→ Task statement
Each record below should be reproduced as it is written, with pictures left out entirely.

Dataset records: Begin

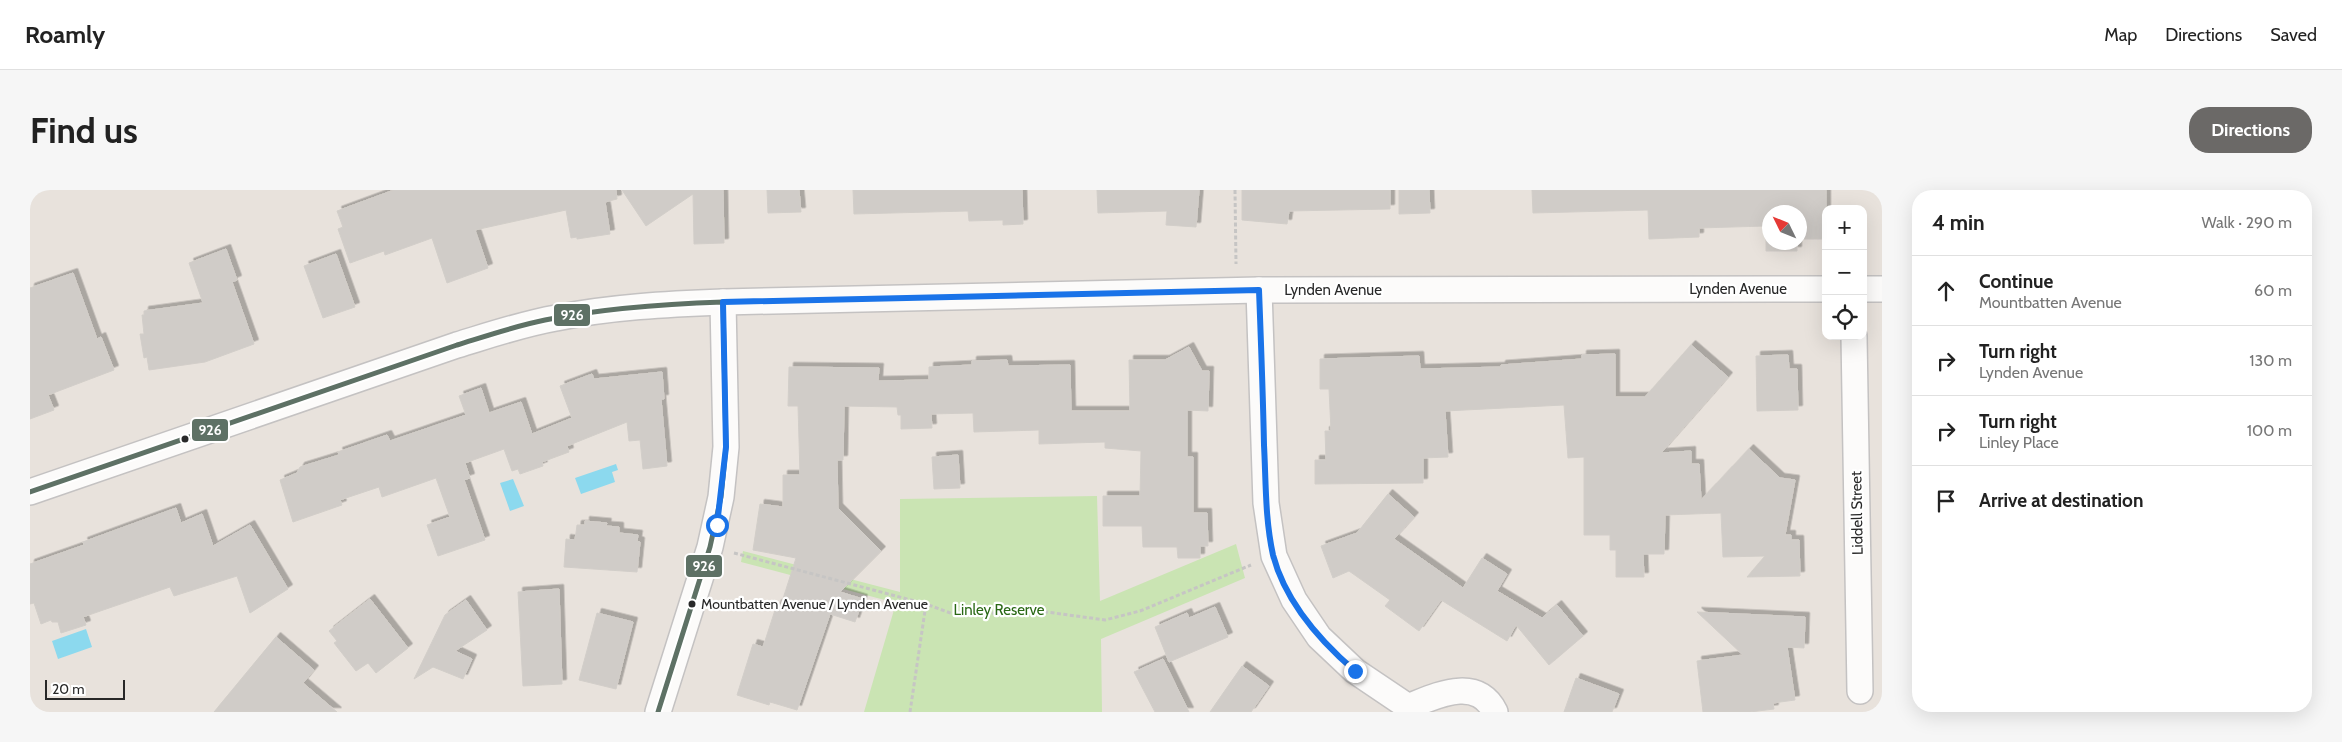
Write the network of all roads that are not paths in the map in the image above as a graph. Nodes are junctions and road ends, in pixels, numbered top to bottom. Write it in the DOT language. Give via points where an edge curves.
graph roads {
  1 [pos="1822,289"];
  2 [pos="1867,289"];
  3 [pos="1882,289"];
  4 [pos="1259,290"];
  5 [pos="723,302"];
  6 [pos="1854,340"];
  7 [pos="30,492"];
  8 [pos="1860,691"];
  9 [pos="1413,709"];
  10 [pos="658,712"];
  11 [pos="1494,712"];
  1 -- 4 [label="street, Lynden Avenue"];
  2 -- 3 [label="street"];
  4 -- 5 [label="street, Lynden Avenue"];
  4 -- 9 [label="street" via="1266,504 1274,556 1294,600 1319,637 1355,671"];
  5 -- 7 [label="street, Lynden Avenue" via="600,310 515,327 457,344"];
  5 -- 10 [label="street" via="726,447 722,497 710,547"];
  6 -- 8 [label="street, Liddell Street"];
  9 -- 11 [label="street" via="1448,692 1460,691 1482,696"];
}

Dataset records: End

→ Answer section
Write the network of all roads that are not paths in the map in the image above as a graph. Nodes are junctions and road ends, in pixels, numbered top to bottom. Write it in the DOT language. Give via points where an edge curves.
graph roads {
  1 [pos="1822,289"];
  2 [pos="1867,289"];
  3 [pos="1882,289"];
  4 [pos="1259,290"];
  5 [pos="723,302"];
  6 [pos="1854,340"];
  7 [pos="30,492"];
  8 [pos="1860,691"];
  9 [pos="1413,709"];
  10 [pos="658,712"];
  11 [pos="1494,712"];
  1 -- 4 [label="street, Lynden Avenue"];
  2 -- 3 [label="street"];
  4 -- 5 [label="street, Lynden Avenue"];
  4 -- 9 [label="street" via="1266,504 1274,556 1294,600 1319,637 1355,671"];
  5 -- 7 [label="street, Lynden Avenue" via="600,310 515,327 457,344"];
  5 -- 10 [label="street" via="726,447 722,497 710,547"];
  6 -- 8 [label="street, Liddell Street"];
  9 -- 11 [label="street" via="1448,692 1460,691 1482,696"];
}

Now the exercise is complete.